### Task details:
Searching the material below, find each line that includes the word "roads", and copy it.

### Material shown:
[Start of section]
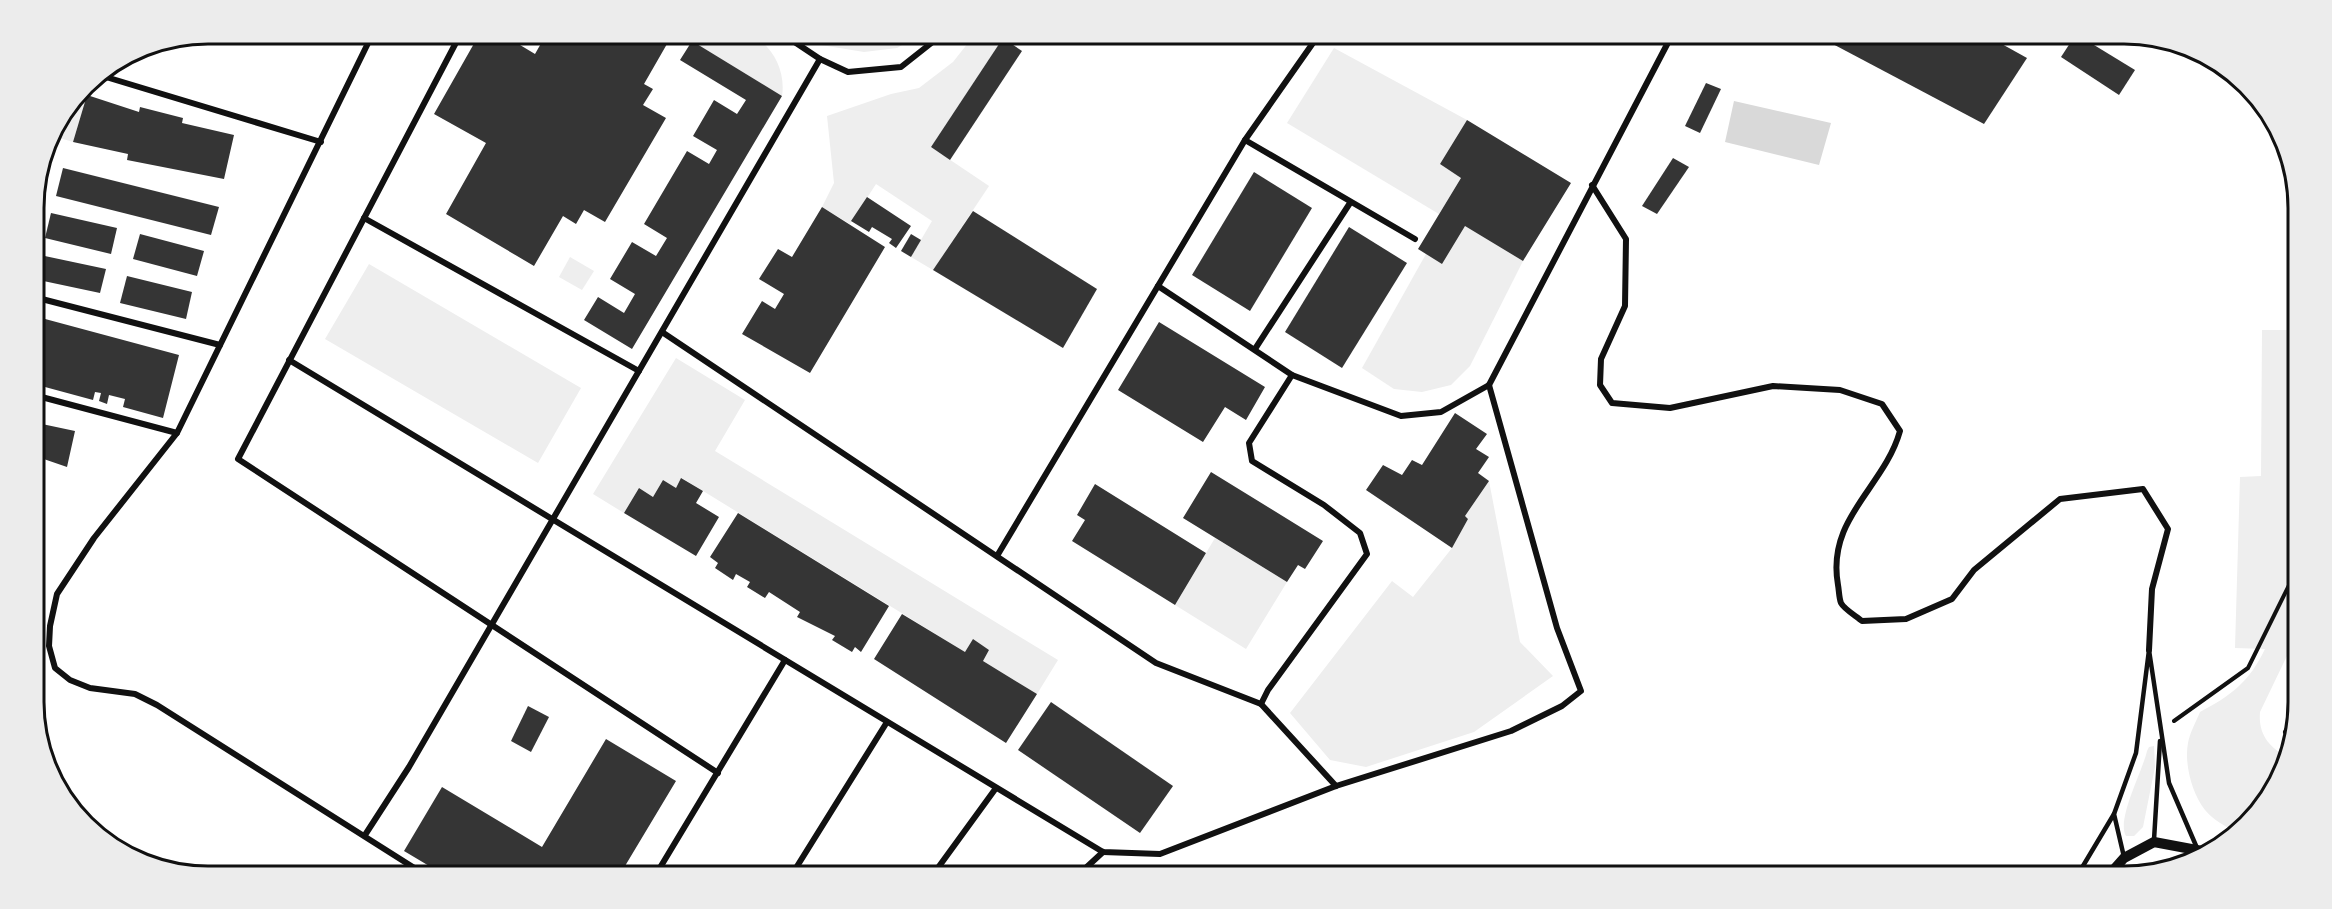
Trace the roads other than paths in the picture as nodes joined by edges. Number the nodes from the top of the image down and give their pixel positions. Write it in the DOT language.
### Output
graph roads {
  1 [pos="368,44"];
  2 [pos="455,44"];
  3 [pos="798,44"];
  4 [pos="930,44"];
  5 [pos="1312,44"];
  6 [pos="1666,44"];
  7 [pos="820,59"];
  8 [pos="107,77"];
  9 [pos="1245,140"];
  10 [pos="321,142"];
  11 [pos="1592,185"];
  12 [pos="1350,203"];
  13 [pos="364,218"];
  14 [pos="1415,239"];
  15 [pos="1158,286"];
  16 [pos="44,300"];
  17 [pos="662,332"];
  18 [pos="220,345"];
  19 [pos="1255,349"];
  20 [pos="289,360"];
  21 [pos="639,371"];
  22 [pos="1292,375"];
  23 [pos="1489,385"];
  24 [pos="44,398"];
  25 [pos="177,433"];
  26 [pos="552,520"];
  27 [pos="997,556"];
  28 [pos="492,624"];
  29 [pos="2149,650"];
  30 [pos="785,660"];
  31 [pos="1261,704"];
  32 [pos="887,722"];
  33 [pos="2161,729"];
  34 [pos="718,772"];
  35 [pos="1336,786"];
  36 [pos="996,788"];
  37 [pos="2114,814"];
  38 [pos="365,835"];
  39 [pos="2154,842"];
  40 [pos="2199,848"];
  41 [pos="2198,849"];
  42 [pos="1102,852"];
  43 [pos="2124,858"];
  44 [pos="2084,865"];
  45 [pos="2118,865"];
  46 [pos="412,866"];
  47 [pos="661,866"];
  48 [pos="797,866"];
  49 [pos="940,866"];
  50 [pos="1088,866"];
  1 -- 10 [label="street"];
  2 -- 13 [label="street"];
  3 -- 7 [label="street"];
  4 -- 7 [label="street"];
  5 -- 9 [label="street"];
  6 -- 11 [label="street"];
  7 -- 17 [label="street"];
  8 -- 10 [label="street"];
  9 -- 12 [label="street"];
  9 -- 15 [label="street"];
  10 -- 18 [label="street"];
  11 -- 23 [label="street"];
  11 -- 29 [label="street"];
  12 -- 14 [label="street"];
  12 -- 19 [label="street"];
  13 -- 20 [label="street"];
  13 -- 21 [label="street"];
  15 -- 19 [label="street"];
  15 -- 27 [label="street"];
  16 -- 18 [label="street"];
  17 -- 21 [label="street"];
  17 -- 27 [label="street"];
  18 -- 25 [label="street"];
  19 -- 22 [label="street"];
  20 -- 26 [label="street"];
  20 -- 28 [label="street"];
  21 -- 26 [label="street"];
  22 -- 23 [label="street"];
  22 -- 31 [label="street"];
  23 -- 35 [label="street"];
  24 -- 25 [label="street"];
  25 -- 38 [label="street"];
  26 -- 28 [label="street"];
  26 -- 30 [label="street"];
  27 -- 31 [label="street"];
  28 -- 34 [label="street"];
  28 -- 38 [label="street"];
  29 -- 33 [label="lane"];
  29 -- 37 [label="lane"];
  30 -- 32 [label="street"];
  30 -- 34 [label="street"];
  31 -- 35 [label="street"];
  32 -- 36 [label="street"];
  32 -- 48 [label="street"];
  33 -- 39 [label="lane"];
  33 -- 40 [label="lane"];
  34 -- 47 [label="street"];
  35 -- 42 [label="street"];
  36 -- 42 [label="street"];
  36 -- 49 [label="street"];
  37 -- 43 [label="lane"];
  37 -- 44 [label="lane"];
  38 -- 46 [label="street"];
  39 -- 41 [label="street"];
  39 -- 43 [label="street"];
  42 -- 50 [label="street"];
  43 -- 45 [label="street"];
}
[End of section]
### Output for this exercise:
Trace the roads other than paths in the picture as nodes joined by edges. Number the nodes from the top of the image down and give their pixel positions. Write it in the DOT language.
graph roads {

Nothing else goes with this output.